For Grant, she’s the perfect victim. His relentless bullying comes under the guise of mentorship, something familiar to many young people. Finally, it culminates in a horrific–though tastefully handled–rape scene.
But unbeknownst to the doctor, Mary has a secret. Through a series of events starting with her job application at a strip bar, she has entered the world of illegal body modification. In the process she has acquired some very unsavory contacts, so she’s not quite the helpless victim Grant imagined her to be. The revenge she visits on him is horrifying.
This movie, like Charlize Theron’s masterful Monster, is about a woman’s journey from victim to villain. While Mary’s revenge is hard to stomach, it’s framed as an attempt to regain control over her own life. This is reflected by her choice of wardrobe in the scene in which she outlines her plans for Doctor Grant.
He took away her sexual autonomy and her power over her own sexuality. It’s implied that he felt justified in raping her because he suspected she was a sex worker. But it runs deeper than that–his early characterization conveyed a deep contempt for women. In order to express this contempt, he chose women he felt he could safely victimize.
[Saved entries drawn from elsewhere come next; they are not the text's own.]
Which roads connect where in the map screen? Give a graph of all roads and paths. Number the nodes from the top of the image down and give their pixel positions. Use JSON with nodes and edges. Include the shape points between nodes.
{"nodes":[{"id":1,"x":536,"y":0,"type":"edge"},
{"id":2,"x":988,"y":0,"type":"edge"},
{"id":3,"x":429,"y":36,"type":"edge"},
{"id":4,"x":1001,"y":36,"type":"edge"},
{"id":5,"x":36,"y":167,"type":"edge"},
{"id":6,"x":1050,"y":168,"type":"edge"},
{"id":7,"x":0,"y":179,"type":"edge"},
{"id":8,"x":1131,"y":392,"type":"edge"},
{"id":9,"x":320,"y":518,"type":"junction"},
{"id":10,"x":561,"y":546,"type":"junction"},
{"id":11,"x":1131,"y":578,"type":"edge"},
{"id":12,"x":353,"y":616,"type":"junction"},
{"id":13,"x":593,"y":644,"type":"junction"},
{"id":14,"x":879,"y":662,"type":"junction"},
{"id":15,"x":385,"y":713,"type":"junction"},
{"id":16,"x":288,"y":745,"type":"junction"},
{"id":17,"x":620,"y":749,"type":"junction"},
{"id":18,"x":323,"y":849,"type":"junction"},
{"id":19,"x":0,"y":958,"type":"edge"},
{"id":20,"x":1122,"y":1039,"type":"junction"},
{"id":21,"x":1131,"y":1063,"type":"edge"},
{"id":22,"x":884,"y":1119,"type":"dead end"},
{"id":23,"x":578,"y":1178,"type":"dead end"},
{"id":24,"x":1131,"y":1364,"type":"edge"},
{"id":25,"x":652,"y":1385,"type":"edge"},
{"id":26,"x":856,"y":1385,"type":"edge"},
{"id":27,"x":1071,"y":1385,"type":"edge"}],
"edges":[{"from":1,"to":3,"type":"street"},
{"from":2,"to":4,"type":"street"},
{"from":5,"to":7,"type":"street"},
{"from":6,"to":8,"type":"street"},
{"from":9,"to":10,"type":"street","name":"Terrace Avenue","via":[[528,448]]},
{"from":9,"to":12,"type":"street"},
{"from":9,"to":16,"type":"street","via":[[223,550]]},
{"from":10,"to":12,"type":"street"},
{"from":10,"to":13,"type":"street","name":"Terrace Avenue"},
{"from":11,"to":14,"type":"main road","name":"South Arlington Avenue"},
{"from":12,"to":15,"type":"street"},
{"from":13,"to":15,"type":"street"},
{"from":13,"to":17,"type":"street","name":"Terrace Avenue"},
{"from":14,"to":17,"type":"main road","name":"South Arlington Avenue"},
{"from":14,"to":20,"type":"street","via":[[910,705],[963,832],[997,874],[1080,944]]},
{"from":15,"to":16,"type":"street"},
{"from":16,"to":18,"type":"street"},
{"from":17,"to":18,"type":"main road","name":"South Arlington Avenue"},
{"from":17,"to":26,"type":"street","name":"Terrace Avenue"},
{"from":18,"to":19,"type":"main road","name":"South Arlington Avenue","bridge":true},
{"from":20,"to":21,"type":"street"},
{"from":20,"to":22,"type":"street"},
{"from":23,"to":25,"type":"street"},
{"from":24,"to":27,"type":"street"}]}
There’s a reason Mary chooses to mutilate her rapist while dressed in fetish surgical scrubs: she is reclaiming her sexuality and using her body to taunt a man who she soon renders impotent in more ways than one. Over the course of the movie, we find out that she has removed his limbs, sewn up his mouth and performed some sort of genital modification on him. In short, she has stripped him of all autonomy just as he attempted to do to her.
One has to wonder if Mary is operating (no pun intended) in a state of shock since her rape. We’re repeatedly shown her inability to connect with other people or even her own feelings. Throughout the movie, her appearance becomes more and more polished; she adopts a hard exoskeleton. In doing so, she loses touch with her humanity. Eventually, even the underworld figures at the strip bar begin to fear her.
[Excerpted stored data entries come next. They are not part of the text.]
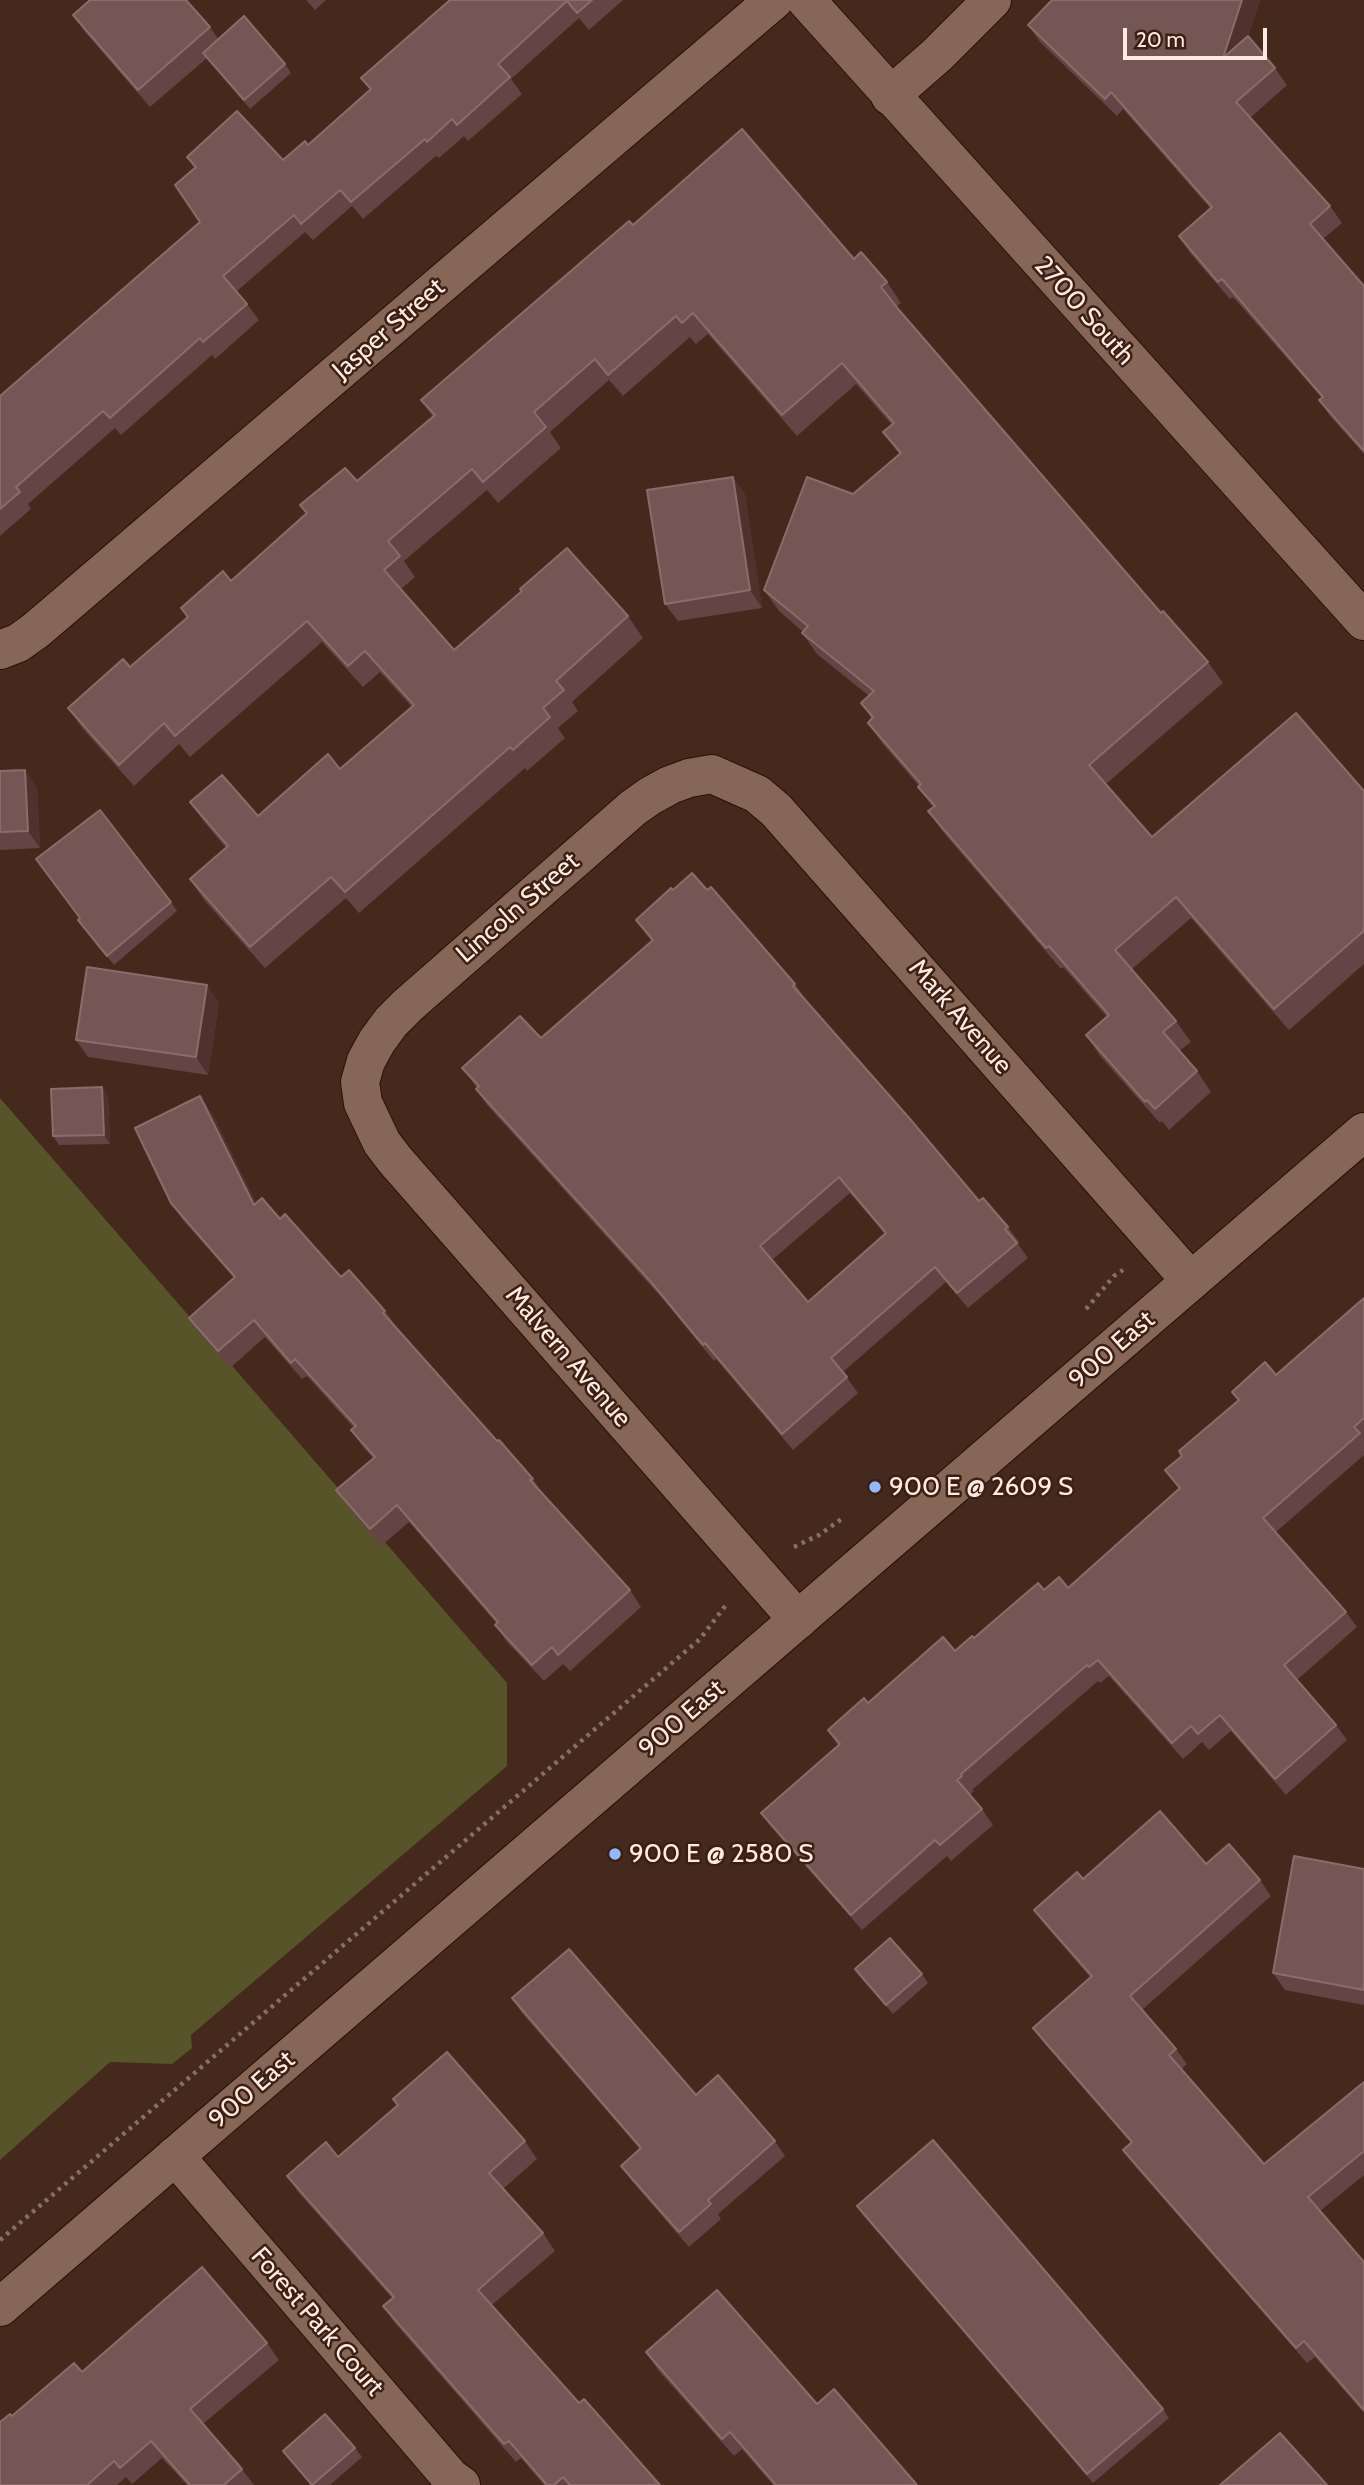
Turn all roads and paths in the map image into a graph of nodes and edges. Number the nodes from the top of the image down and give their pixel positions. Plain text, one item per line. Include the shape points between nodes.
1 (774, 0) edge
2 (806, 0) edge
3 (992, 0) edge
4 (890, 96) junction
5 (1364, 621) edge
6 (0, 650) edge
7 (712, 774) joint
8 (360, 1082) joint
9 (1364, 1132) edge
10 (1126, 1268) dead end
11 (1192, 1281) junction
12 (1079, 1316) dead end
13 (850, 1511) dead end
14 (795, 1546) dead end
15 (731, 1599) dead end
16 (798, 1620) junction
17 (175, 2156) junction
18 (0, 2240) edge
19 (0, 2307) edge
20 (461, 2485) edge

1 - 6 street, Jasper Street via 35,631
2 - 4 street, 2700 South
3 - 4 street
4 - 5 street, 2700 South
7 - 8 street, Lincoln Street via 690,778 650,796 418,996 377,1041
7 - 11 street, Mark Avenue via 757,794 793,827
8 - 16 street, Malvern Avenue via 363,1103 395,1160
9 - 11 street, 900 East
10 - 12 path
11 - 16 street, 900 East
13 - 14 path via 819,1535
15 - 18 path via 700,1639
16 - 17 street, 900 East
17 - 19 street, 900 East
17 - 20 street, Forest Park Court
But if she is a monster, she is a sympathetic one. At no point is she presented as some sort of ideal. Her appeal lies in the fact that she is a complex, well-rounded character.
I’ve never endorsed the view that a female character must either adhere to a checklist or face the stigma of being considered offensive. I would rather one well-written, flawed female character than a dozen bland, politically correct cut-out dolls.
Mary is an anti-hero, and the movie shows us her long, complicated path to that role. She goes from taking arguably justified revenge on a rapist to killing an innocent security guard to finally threatening an exploited stripper.
As Mary moves into the shady world of illegal body modification (a subject which is handled with great tenderness by the directors), she wins the respect of the males around her. Both the staff and Billy, the owner of the strip club, view her as an equal.
But there’s no sense of sisterhood. Mary treats Beatrice, a dancer who repeatedly tries to befriend her, with dismissive contempt. She threatens a stripper caught fellating her potential love interest, ignoring the fact that the girl probably had little choice in the matter. In becoming one of the boys, Mary has thrown away any chance at female solidarity. She shows little concern over the brutalization of other women. Her near assault of the stripper implies that she has become as much of a monster as Doctor Grant.
What makes this movie work is that there’s no attempt to justify her actions or views. Whether any of her actions are right or wrong is left up to us. The Soska sisters trust their audience to be intelligent enough to make their own decisions.
It’s interesting that Mary’s final demise is not the result of her later monstrous actions or even her treatment of Doctor Grant. Her death is a consequence of helping another woman.
Becoming a monster doesn’t kill Mary. Being trapped in a man’s world does.